Historical population
| Census | Pop. | Note | %± |
| 1900 | 150 |  | — |
| 1910 | 170 |  | 13.3% |
| 1920 | 180 |  | 5.9% |
| 1930 | 190 |  | 5.6% |
| 1940 | 172 |  | −9.5% |
| 1950 | 212 |  | 23.3% |
| 1960 | 207 |  | −2.4% |
| 1970 | 189 |  | −8.7% |
| 1980 | 176 |  | −6.9% |
| 1990 | 170 |  | −3.4% |
| 2000 | 196 |  | 15.3% |
| 2010 | 151 |  | −23.0% |
| 2020 | 164 |  | 8.6% |
U.S. Decennial Census

===2010 census===
As of the census of 2010, there were 151 people, 67 households, and 40 families living in the city. The population density was 328.3 PD/sqmi. There were 73 housing units at an average density of 158.7 /sqmi. The racial makeup of the city was 97.4% White, 0.7% Asian, and 2.0% from two or more races.
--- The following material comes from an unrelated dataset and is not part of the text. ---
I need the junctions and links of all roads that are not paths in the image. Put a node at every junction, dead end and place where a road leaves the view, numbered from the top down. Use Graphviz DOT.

Hispanic or Latino of any race were 2.0% of the population.

There were 67 households, of which 23.9% had children under the age of 18 living with them, 49.3% were married couples living together, 4.5% had a female householder with no husband present, 6.0% had a male householder with no wife present, and 40.3% were non-families. 31.3% of all households were made up of individuals, and 6% had someone living alone who was 65 years of age or older. The average household size was 2.25 and the average family size was 2.90.
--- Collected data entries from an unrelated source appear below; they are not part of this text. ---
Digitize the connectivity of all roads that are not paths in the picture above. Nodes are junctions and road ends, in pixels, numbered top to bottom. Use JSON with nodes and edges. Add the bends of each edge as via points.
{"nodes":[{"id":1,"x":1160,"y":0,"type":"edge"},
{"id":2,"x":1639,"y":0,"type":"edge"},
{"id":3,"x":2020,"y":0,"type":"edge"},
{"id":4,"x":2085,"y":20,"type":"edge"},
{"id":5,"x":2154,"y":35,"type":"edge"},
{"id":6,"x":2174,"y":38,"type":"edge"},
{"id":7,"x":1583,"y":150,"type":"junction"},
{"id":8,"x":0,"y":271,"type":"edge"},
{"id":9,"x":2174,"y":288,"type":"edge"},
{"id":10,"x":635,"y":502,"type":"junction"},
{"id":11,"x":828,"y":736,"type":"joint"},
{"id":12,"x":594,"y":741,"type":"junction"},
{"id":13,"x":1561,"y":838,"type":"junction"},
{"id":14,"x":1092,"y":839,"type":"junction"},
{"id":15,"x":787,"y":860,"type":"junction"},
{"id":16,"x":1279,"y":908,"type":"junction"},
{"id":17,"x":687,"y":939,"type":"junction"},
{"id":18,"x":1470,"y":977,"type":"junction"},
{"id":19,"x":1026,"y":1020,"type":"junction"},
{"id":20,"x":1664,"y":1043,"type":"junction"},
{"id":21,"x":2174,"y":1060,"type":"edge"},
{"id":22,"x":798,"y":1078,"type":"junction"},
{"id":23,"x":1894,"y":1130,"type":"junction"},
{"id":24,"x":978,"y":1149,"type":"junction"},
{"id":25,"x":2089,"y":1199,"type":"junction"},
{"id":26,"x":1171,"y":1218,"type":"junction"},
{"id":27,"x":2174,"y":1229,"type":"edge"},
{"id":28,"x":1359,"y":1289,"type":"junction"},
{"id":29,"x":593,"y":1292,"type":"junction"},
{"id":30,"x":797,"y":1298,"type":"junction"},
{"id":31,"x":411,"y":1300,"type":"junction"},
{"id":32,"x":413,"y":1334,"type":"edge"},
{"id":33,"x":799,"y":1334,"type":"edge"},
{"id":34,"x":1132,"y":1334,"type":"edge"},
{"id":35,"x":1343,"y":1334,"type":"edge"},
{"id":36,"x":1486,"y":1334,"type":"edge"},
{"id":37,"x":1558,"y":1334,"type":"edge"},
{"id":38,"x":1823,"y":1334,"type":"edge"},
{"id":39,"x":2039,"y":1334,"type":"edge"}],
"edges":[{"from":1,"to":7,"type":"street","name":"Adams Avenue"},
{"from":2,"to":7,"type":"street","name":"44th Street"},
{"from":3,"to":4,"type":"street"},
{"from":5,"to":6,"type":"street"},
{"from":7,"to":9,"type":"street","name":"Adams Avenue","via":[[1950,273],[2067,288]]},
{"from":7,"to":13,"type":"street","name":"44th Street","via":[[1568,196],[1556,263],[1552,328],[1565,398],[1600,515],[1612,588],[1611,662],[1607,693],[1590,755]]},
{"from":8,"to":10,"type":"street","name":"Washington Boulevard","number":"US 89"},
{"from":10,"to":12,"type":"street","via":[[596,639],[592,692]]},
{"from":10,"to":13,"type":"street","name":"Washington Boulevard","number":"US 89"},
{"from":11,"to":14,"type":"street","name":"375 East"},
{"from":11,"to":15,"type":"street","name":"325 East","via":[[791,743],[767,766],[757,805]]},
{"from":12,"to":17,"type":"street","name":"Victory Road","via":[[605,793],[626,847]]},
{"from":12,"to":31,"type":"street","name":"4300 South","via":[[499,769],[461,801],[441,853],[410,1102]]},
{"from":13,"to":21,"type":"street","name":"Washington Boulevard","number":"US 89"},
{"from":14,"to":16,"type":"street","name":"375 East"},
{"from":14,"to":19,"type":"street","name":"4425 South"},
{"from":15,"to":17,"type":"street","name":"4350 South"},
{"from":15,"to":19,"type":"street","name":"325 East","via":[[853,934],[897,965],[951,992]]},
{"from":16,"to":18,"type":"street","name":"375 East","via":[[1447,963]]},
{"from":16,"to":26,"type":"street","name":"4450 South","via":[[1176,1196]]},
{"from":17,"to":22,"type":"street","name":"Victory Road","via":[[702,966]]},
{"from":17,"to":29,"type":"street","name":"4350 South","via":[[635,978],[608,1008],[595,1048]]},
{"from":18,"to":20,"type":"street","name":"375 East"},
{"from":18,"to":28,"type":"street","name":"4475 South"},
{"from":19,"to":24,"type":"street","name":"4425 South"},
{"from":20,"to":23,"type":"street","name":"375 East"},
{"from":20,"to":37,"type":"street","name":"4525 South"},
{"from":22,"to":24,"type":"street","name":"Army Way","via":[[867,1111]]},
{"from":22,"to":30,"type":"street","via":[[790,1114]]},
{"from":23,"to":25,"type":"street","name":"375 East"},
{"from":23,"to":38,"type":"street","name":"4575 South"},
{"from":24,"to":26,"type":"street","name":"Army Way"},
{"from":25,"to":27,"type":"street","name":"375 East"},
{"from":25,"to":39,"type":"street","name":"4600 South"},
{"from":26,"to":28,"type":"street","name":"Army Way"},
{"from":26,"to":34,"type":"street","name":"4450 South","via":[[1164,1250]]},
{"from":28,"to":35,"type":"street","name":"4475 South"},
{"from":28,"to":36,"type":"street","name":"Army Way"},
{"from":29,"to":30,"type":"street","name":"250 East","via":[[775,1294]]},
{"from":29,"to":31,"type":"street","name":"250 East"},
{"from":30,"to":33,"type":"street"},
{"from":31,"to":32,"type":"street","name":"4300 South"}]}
The median age in the city was 41.2 years. 19.9% of residents were under the age of 18; 7.1% were between the ages of 18 and 24; 28.5% were from 25 to 44; 33.1% were from 45 to 64; and 11.3% were 65 years of age or older. The gender makeup of the city was 54.3% male and 45.7% female.

===2000 census===
As of the census of 2000, there were 196 people, 68 households, and 52 families living in the city. The population density was 425.0 PD/sqmi. There were 72 housing units at an average density of 156.1 /sqmi. The racial makeup of the city was 96.43% White, 3.57% from other races. Hispanic or Latino of any race were 6.63% of the population.

There were 68 households, out of which 39.7% had children under the age of 18 living with them, 61.8% were married couples living together, 8.8% had a female householder with no husband present, and 23.5% were non-families. 20.6% of all households were made up of individuals, and 8.8% had someone living alone who was 65 years of age or older. The average household size was 2.88 and the average family size was 3.31.

In the city, the population was spread out, with 32.1% under the age of 18, 9.7% from 18 to 24, 27.6% from 25 to 44, 16.3% from 45 to 64, and 14.3% who were 65 years of age or older. The median age was 35 years. For every 100 females, there were 98.0 males. For every 100 females age 18 and over, there were 98.5 males.

The median income for a household in the city was $35,000, and the median income for a family was $35,625. Males had a median income of $27,500 versus $21,042 for females. The per capita income for the city was $26,047. About 4.1% of families and 5.2% of the population were below the poverty line, including 8.3% of those under the age of eighteen and none of those 65 or over.